Dataset entries
+--
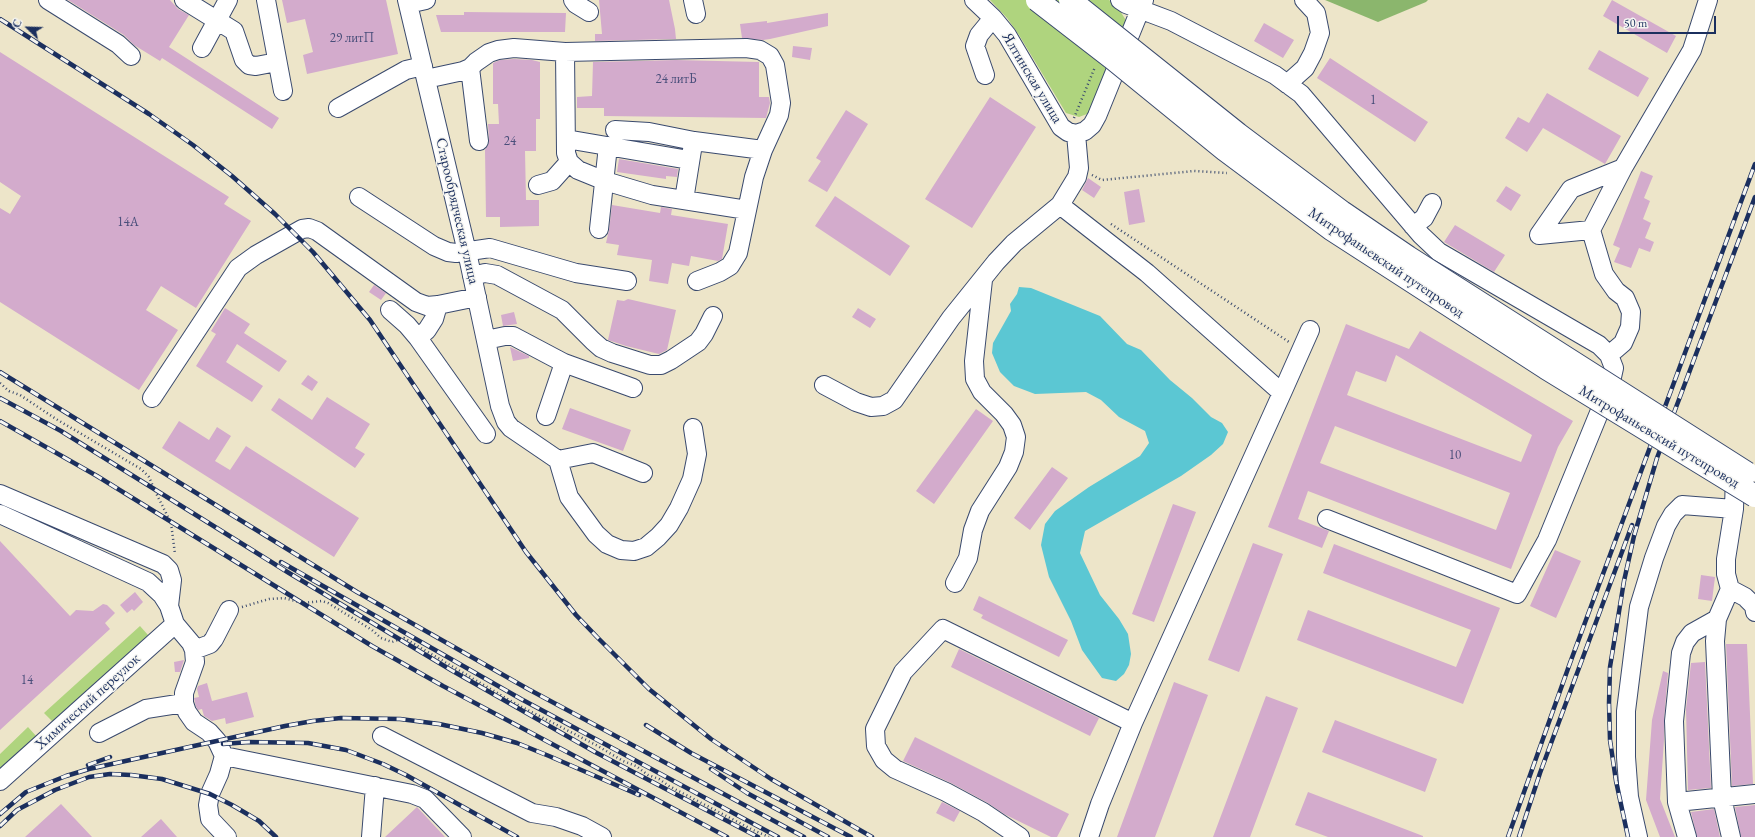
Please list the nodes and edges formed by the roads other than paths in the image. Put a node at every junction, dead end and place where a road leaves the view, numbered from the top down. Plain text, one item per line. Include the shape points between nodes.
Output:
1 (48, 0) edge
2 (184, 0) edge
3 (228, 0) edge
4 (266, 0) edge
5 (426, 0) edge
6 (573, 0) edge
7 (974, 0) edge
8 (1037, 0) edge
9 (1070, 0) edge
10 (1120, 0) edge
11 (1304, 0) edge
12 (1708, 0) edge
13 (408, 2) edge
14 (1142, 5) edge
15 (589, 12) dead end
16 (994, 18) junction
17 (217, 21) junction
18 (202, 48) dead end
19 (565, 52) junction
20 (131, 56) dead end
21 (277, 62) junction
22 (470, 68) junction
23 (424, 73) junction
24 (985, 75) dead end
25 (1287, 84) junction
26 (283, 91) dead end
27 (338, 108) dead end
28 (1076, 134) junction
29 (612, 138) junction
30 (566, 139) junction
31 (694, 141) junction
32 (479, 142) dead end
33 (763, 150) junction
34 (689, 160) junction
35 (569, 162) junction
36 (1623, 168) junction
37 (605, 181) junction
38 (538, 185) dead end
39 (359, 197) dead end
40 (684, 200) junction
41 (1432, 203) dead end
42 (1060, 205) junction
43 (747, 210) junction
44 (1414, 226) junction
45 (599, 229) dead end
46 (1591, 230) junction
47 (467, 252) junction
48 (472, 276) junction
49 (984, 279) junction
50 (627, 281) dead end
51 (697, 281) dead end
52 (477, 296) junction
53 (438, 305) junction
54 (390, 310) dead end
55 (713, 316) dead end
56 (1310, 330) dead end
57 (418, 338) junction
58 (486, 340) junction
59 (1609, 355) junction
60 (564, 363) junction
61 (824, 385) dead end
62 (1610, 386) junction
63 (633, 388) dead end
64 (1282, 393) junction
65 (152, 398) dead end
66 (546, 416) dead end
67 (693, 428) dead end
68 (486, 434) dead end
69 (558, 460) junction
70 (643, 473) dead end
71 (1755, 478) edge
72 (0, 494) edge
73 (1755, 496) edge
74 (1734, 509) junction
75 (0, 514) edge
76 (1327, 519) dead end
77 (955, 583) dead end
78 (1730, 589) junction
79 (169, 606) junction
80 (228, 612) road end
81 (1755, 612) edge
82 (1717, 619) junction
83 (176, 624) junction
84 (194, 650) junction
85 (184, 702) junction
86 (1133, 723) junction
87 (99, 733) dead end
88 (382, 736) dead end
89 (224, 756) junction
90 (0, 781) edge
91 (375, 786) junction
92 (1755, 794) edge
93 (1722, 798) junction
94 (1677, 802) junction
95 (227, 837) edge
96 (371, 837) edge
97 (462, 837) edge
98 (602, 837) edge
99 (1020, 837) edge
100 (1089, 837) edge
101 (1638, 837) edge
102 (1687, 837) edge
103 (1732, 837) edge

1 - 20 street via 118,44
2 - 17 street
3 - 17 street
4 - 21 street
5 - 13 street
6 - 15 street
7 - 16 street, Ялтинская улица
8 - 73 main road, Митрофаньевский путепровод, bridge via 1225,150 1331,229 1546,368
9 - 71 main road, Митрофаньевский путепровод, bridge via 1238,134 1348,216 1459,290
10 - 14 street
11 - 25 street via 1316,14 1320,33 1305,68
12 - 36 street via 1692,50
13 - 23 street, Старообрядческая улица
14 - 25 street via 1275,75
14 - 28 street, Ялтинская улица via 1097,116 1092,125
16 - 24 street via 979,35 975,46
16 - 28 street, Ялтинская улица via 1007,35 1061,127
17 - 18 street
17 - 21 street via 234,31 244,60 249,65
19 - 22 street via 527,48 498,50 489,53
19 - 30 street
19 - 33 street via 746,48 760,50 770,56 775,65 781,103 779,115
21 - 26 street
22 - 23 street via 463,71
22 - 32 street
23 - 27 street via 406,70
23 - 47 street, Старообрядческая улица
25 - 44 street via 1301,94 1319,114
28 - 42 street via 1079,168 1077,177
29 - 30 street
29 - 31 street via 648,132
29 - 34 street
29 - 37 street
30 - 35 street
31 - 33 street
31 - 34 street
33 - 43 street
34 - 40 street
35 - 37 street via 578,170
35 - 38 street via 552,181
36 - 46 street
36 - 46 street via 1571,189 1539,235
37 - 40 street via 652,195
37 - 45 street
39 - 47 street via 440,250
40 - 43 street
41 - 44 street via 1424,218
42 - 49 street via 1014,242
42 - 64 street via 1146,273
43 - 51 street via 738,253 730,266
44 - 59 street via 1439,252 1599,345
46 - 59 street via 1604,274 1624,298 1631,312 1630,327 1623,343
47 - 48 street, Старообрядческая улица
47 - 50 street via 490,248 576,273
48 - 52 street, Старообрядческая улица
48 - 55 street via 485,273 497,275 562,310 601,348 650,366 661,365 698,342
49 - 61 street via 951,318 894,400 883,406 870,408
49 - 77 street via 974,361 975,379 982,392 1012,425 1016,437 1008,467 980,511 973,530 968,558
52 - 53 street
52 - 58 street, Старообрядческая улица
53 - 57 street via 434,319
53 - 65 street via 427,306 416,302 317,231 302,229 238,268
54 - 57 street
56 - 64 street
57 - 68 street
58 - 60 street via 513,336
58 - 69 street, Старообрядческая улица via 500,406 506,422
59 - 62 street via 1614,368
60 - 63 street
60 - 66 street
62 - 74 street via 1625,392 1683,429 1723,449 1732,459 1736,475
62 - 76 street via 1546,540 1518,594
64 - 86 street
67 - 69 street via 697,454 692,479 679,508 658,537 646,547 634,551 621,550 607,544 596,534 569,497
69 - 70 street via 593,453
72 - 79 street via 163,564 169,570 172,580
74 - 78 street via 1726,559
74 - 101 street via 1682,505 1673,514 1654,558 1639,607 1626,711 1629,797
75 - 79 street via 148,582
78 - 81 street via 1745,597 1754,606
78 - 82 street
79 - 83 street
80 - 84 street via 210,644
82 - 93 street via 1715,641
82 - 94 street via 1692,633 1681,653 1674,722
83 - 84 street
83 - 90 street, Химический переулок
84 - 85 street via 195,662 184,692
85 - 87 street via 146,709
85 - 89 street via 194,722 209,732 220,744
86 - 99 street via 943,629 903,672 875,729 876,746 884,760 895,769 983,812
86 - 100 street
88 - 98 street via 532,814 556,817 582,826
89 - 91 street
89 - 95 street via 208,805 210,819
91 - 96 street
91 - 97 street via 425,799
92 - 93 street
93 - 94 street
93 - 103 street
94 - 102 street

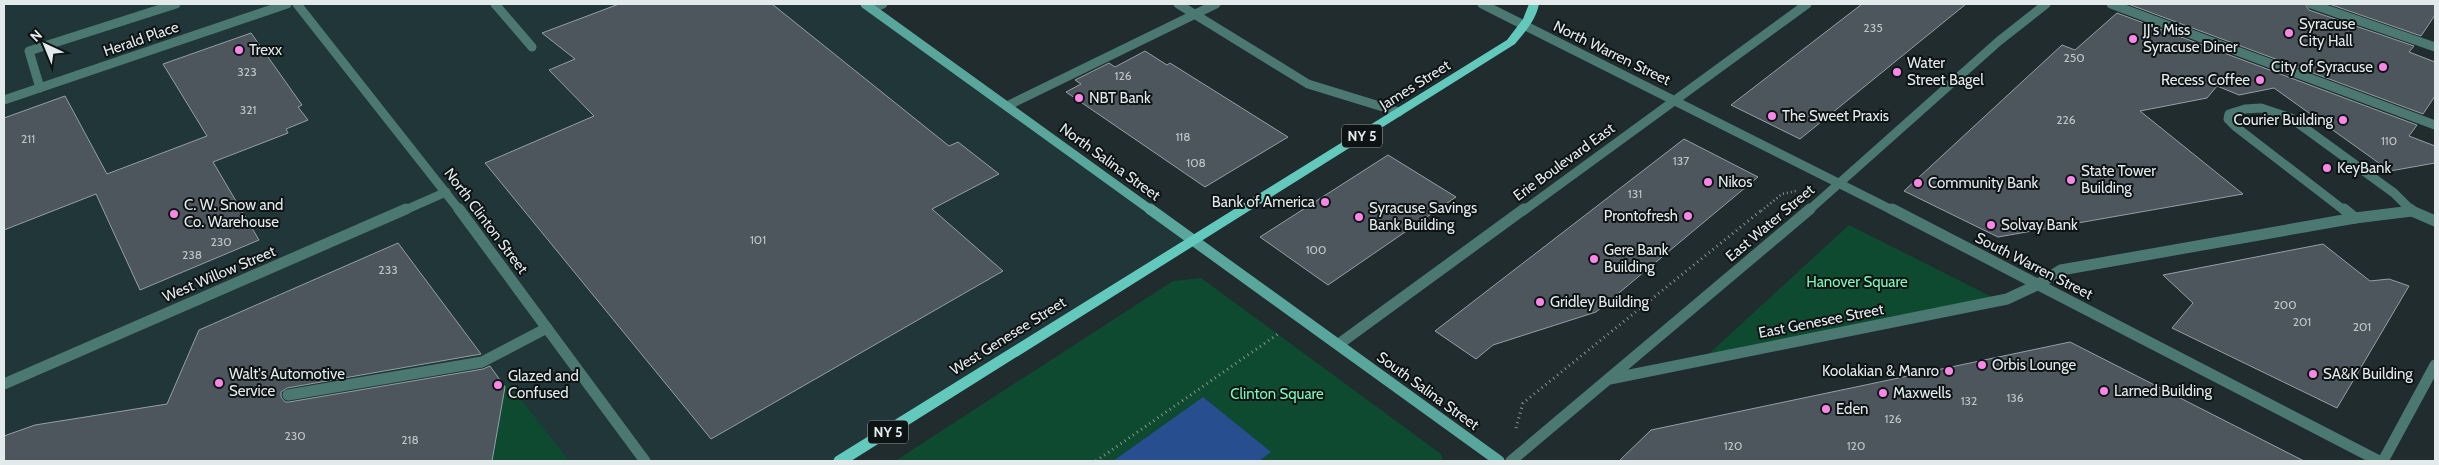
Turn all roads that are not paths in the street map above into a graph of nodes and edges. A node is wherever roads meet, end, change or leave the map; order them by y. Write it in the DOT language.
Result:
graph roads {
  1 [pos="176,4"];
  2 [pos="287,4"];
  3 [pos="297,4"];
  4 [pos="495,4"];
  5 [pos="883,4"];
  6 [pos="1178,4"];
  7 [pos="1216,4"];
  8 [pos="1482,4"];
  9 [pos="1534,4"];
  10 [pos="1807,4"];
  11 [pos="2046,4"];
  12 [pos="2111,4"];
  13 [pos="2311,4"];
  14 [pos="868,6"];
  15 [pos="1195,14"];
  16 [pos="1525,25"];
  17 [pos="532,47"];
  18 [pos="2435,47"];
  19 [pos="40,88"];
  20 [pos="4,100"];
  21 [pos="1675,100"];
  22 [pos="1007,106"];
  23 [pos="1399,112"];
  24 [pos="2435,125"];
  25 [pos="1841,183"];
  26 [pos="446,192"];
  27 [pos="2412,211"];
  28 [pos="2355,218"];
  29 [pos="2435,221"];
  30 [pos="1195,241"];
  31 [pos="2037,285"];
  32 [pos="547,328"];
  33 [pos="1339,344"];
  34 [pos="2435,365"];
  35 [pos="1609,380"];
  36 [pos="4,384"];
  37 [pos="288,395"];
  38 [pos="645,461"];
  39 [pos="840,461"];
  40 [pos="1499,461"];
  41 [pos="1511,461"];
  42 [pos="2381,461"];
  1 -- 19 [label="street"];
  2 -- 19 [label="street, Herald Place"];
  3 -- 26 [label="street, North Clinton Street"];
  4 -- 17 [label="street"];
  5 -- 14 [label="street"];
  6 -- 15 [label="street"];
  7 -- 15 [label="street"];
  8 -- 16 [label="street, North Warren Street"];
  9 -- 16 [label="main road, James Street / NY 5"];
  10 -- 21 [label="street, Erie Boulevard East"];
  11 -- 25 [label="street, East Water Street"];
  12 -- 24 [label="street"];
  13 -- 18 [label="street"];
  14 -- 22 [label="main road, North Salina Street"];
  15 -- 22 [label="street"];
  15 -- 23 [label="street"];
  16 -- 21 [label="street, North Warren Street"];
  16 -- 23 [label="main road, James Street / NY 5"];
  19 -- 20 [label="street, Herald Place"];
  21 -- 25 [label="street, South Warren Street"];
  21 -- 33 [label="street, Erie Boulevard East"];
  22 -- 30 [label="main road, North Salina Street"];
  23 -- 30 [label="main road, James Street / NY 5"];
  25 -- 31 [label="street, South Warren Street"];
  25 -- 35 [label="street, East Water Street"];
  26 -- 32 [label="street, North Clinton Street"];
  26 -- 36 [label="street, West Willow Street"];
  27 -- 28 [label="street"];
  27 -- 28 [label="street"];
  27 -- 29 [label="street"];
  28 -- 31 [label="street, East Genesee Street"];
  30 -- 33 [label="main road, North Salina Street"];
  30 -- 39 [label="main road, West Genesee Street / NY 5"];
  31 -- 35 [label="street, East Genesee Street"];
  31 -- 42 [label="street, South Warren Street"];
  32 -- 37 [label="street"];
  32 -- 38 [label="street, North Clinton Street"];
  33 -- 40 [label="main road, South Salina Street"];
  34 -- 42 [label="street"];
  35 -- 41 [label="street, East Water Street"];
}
+--
### ABOUT THIS TASK
Go through the records and gather the lines that hold "Boulevard".

### RESPONSE AREA
  10 -- 21 [label="street, Erie Boulevard East"];
  21 -- 33 [label="street, Erie Boulevard East"];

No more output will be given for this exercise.